Activity ->
Each line below that contains the word "ADLAS" must be copied.
* * * * * * * * *
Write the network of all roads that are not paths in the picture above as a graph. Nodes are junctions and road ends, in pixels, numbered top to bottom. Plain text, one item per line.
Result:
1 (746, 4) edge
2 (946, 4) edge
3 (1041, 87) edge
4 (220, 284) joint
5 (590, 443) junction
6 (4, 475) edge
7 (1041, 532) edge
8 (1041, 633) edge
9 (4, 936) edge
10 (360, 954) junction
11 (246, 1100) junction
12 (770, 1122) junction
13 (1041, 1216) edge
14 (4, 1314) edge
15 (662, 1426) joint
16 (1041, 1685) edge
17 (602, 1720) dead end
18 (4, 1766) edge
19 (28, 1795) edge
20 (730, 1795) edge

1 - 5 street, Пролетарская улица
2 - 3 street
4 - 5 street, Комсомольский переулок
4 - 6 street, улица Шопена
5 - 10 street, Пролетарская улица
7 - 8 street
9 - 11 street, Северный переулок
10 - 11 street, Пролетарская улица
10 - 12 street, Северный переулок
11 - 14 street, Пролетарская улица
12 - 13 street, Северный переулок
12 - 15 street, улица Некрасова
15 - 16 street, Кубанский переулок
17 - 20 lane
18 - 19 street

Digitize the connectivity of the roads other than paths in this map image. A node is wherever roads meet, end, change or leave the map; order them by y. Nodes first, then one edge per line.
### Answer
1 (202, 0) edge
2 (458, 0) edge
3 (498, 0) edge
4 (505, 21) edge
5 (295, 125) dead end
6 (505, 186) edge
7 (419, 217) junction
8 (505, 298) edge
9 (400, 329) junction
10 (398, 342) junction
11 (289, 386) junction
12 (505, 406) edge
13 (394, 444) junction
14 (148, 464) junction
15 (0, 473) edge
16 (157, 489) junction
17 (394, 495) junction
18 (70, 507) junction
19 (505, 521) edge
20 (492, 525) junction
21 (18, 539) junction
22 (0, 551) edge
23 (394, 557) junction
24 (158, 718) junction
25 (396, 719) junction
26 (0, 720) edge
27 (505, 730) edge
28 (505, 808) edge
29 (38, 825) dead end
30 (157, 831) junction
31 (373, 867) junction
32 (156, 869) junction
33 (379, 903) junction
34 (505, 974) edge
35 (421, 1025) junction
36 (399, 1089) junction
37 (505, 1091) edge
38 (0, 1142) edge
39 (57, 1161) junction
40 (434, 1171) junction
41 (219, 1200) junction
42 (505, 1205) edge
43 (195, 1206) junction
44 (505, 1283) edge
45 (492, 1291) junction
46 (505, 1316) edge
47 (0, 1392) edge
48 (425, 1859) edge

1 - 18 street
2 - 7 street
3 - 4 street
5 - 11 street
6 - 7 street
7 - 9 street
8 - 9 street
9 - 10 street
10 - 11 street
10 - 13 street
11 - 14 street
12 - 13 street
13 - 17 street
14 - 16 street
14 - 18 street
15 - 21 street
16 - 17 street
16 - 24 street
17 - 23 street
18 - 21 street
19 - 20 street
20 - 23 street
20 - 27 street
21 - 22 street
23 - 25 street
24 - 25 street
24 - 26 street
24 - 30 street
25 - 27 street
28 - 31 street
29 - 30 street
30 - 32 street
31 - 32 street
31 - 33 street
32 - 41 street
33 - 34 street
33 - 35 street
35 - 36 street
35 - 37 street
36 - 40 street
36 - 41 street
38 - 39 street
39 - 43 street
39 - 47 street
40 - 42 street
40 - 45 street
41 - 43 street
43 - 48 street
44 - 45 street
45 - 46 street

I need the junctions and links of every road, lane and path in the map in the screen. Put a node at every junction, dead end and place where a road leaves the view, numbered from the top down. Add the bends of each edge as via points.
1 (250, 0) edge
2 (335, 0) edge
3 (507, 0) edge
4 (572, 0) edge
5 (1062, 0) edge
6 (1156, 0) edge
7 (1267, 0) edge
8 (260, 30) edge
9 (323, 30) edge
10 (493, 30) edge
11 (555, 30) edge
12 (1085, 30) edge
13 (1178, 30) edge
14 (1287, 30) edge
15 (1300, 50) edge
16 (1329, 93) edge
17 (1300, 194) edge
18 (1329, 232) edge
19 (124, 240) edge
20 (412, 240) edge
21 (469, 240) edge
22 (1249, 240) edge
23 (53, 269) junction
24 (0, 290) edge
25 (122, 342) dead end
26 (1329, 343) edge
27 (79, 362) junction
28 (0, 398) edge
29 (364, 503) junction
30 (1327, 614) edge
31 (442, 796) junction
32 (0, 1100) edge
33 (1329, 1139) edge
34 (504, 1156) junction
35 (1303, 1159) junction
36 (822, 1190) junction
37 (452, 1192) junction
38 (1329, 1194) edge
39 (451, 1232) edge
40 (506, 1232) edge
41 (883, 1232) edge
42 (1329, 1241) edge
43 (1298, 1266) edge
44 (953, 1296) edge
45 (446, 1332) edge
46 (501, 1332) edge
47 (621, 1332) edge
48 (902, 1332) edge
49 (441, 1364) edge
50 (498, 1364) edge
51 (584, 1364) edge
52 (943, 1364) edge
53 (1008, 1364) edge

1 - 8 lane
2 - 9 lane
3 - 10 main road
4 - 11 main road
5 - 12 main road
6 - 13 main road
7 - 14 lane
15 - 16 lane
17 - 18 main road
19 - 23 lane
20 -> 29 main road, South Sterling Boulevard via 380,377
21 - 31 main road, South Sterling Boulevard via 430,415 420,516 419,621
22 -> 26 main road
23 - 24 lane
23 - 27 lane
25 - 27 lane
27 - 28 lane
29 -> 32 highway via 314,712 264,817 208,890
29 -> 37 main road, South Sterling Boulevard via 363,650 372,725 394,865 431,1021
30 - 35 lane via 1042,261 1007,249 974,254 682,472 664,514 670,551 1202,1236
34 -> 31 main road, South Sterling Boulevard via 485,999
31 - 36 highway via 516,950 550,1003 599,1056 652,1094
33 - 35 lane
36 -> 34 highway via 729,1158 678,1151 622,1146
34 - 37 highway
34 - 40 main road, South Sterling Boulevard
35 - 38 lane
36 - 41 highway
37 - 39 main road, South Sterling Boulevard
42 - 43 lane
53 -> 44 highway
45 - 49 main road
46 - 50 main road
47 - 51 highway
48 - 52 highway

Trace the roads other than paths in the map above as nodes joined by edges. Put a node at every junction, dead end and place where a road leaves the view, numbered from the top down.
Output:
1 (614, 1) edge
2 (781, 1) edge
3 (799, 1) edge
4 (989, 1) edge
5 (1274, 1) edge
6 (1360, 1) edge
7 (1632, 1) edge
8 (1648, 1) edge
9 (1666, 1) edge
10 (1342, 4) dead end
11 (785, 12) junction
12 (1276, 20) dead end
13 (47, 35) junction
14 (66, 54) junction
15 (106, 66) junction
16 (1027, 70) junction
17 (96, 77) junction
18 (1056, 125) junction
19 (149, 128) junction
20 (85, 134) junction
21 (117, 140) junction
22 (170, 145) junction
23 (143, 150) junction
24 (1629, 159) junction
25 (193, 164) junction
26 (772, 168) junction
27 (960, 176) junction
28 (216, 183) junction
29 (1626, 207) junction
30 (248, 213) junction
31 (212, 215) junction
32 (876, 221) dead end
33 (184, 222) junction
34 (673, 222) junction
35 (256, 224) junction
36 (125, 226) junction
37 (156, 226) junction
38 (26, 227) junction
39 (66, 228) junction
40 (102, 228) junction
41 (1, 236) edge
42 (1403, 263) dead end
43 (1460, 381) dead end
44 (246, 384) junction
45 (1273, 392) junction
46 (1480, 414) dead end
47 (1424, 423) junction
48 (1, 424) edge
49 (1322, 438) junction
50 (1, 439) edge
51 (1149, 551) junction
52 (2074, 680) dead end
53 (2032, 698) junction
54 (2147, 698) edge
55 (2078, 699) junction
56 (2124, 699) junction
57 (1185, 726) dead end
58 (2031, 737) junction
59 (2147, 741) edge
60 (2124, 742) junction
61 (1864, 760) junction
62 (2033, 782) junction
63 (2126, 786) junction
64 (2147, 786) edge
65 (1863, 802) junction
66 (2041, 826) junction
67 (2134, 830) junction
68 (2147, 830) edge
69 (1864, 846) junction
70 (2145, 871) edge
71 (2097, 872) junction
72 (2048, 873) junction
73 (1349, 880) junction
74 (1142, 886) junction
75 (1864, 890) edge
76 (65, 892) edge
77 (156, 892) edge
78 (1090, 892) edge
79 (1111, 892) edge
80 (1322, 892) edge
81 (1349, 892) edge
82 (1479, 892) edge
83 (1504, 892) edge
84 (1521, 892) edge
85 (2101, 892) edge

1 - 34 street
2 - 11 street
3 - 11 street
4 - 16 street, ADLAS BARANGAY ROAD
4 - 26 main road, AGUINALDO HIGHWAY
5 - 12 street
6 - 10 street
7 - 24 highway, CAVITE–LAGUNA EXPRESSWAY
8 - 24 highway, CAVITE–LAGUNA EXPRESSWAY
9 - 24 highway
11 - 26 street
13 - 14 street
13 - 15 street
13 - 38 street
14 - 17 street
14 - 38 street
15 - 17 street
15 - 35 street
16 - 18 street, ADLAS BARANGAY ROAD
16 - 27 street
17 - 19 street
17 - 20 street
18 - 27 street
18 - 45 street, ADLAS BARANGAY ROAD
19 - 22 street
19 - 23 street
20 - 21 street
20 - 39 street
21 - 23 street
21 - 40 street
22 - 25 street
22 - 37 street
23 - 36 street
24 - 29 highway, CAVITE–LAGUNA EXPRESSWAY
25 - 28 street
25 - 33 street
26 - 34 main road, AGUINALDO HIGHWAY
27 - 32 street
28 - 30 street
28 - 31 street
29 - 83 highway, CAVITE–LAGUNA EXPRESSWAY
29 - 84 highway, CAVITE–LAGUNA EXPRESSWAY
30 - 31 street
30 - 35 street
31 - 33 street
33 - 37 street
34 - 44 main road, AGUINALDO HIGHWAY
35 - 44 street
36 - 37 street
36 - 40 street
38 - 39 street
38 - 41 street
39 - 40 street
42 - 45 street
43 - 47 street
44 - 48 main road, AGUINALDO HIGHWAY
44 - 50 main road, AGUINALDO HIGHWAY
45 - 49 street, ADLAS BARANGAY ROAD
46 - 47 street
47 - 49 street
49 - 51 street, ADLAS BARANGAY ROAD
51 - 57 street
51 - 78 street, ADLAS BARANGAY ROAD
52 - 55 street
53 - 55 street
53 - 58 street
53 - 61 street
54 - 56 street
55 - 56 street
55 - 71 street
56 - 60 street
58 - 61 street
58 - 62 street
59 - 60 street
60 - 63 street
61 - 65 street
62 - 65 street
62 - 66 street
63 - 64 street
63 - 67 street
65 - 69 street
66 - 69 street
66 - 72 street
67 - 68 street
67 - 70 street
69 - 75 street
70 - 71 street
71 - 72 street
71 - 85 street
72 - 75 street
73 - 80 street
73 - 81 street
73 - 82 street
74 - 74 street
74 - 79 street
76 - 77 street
* * * * * * * * *
Solution to this task ->
4 - 16 street, ADLAS BARANGAY ROAD
16 - 18 street, ADLAS BARANGAY ROAD
18 - 45 street, ADLAS BARANGAY ROAD
45 - 49 street, ADLAS BARANGAY ROAD
49 - 51 street, ADLAS BARANGAY ROAD
51 - 78 street, ADLAS BARANGAY ROAD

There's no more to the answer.